Press Archive

Animerica Extra May 2000 (Volume 3, Issue 5)

In Depth


A look at one of Japan’s most popular manga…


By P. Duffield1

After the end of Dragon Ball in 1995, Akira Toriyama was free to write stories of his own choosing, at his own pace. One of these new stories is Kajika. This single volume action/comedy revolves around the title character, Kajika, a foxboy on a quest to become human.

The story begins with Kajika making a daring and dynamic effort to rescue… a lizard! Kajika is quite pleased with himself. He reminds his ghostly companion, Gigi, that finally, after five long years, he has only ten more lives to save to become human again. As they make their way to a nearby town, Kajika hears something that sounds like trouble. When he and Gigi investigate, they spy a young woman being surrounded by a gang of thugs. “Why don’t you just give it back? Surely you don’t want to die so young?” suggests the head gangster. Although she has only a sword against their guns, the woman takes out two of the baddies. The others open fire, and their leader scolds them for putting “the egg” at risk. Unsheathing his sword, the gangster leader challenges her, and she takes him on. When her sword breaks, Kajika decides to enter the scene.

After a dramatic leap (he lands on his face), Kajika dusts himself off and takes care of the rest of the badguys. He removes the villainy (black blobby things that come out of their mouths) from the thugs, after which the leader gathers his men and politely leaves. It is only then that Kajika discovers the young woman is a thief!

The woman, Haya, reveals that her necklace contains a dragon’s egg. The dragons of Ronron Island were thought to be extinct when a great storm killed the last two adults, but later, this one egg was found. Gibachi, the boss of the gangsters, took the egg from the island’s research institute. Determined to put it back where it belongs, Haya stole the egg from Gibachi. Haya thanks Kajika for saving her and asks him to help her return the egg to its island home. Kajika is dead set against assisting a thief, but Gigi thinks it might be a good idea. With that settled, Haya asks what Kajika meant when he told the gangsters he wasn’t a dog-boy but was cursed to be a fox. Gigi explains…

Kajika was a horrible brat as a child. He did many awful things just for the heck of it. One day he killed a fox (Gigi), whose spirit now accompanies Kajika and has cursed him to an inhuman existence. In an attempt to teach Kajika the value of life, Gigi gave him one chance to return to human form: he must save 1000 lives and take none.

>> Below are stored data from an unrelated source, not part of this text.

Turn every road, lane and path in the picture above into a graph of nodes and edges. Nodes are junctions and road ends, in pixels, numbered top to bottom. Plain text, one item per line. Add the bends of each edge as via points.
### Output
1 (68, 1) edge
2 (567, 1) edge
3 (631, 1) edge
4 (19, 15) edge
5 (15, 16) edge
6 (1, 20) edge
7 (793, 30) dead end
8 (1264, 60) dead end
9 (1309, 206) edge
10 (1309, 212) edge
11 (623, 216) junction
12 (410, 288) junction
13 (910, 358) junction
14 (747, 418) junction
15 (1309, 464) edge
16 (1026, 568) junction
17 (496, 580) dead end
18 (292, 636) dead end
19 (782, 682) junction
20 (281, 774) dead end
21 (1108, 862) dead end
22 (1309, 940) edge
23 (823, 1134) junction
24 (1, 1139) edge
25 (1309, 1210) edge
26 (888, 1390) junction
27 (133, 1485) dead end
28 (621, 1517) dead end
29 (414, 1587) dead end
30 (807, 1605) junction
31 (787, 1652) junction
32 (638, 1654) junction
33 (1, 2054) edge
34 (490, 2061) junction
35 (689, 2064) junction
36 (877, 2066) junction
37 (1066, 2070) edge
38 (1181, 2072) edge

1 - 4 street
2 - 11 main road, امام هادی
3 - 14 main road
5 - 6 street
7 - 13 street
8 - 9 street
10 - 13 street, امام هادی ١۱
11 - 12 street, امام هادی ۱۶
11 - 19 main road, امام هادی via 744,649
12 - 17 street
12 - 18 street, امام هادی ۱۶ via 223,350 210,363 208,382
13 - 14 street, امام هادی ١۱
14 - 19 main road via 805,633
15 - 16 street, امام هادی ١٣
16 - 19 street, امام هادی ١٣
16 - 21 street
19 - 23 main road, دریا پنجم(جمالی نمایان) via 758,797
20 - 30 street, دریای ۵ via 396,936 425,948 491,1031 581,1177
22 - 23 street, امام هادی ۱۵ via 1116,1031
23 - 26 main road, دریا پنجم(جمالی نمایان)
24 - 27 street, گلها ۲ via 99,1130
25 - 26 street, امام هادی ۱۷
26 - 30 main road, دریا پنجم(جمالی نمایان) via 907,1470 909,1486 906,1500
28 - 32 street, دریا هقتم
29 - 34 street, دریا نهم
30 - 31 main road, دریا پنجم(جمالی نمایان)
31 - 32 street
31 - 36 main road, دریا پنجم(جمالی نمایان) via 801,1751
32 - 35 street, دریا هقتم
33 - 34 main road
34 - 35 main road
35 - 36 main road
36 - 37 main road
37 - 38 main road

Once the situation of our hero is explained, the story turns its focus to the plot revolving around the dragon’s egg. We learn that the reason Gibachi wants the egg is because, according to legend, if you drink the blood of a baby dragon, you’ll gain tremendous power. There are more interesting and amusing characters to meet as well as a number of unexpected surprises along the way.

First published in January of 1999, this Jump Comics tankôbon (“graphic novel”) is still regularly stocked in many Japanese bookstores around the U.S. Toriyama’s writing and comic style make the story especially easy to follow, and it’s a good comic for people who want to develop their Japanese skills, but don’t want to commit to a lengthy series. Besides that, the fact that Toriyama is a master of action makes this comic worth a look. With great art, and plenty of action, comedy, and unique personalities, Kajika is a highly entertaining adventure story.

The following historical notes are included for the benefit of the reader as supplemental information and were not originally published in the book.

1 This article is also reprinted, presumably in its original draft form untouched by the magazine’s editor, on Patricia Duffield’s personal website. The version presented here on Kanzenshuu‘s “Press Archive” is that as presented in the magazine, which includes minor phrasing and punctuation adjustments. Duffield’s website lists the article as being from April 2000; this is the magazine’s actual release window, rather than cover date (Volume 3, Issue 5 corresponding to May 2000).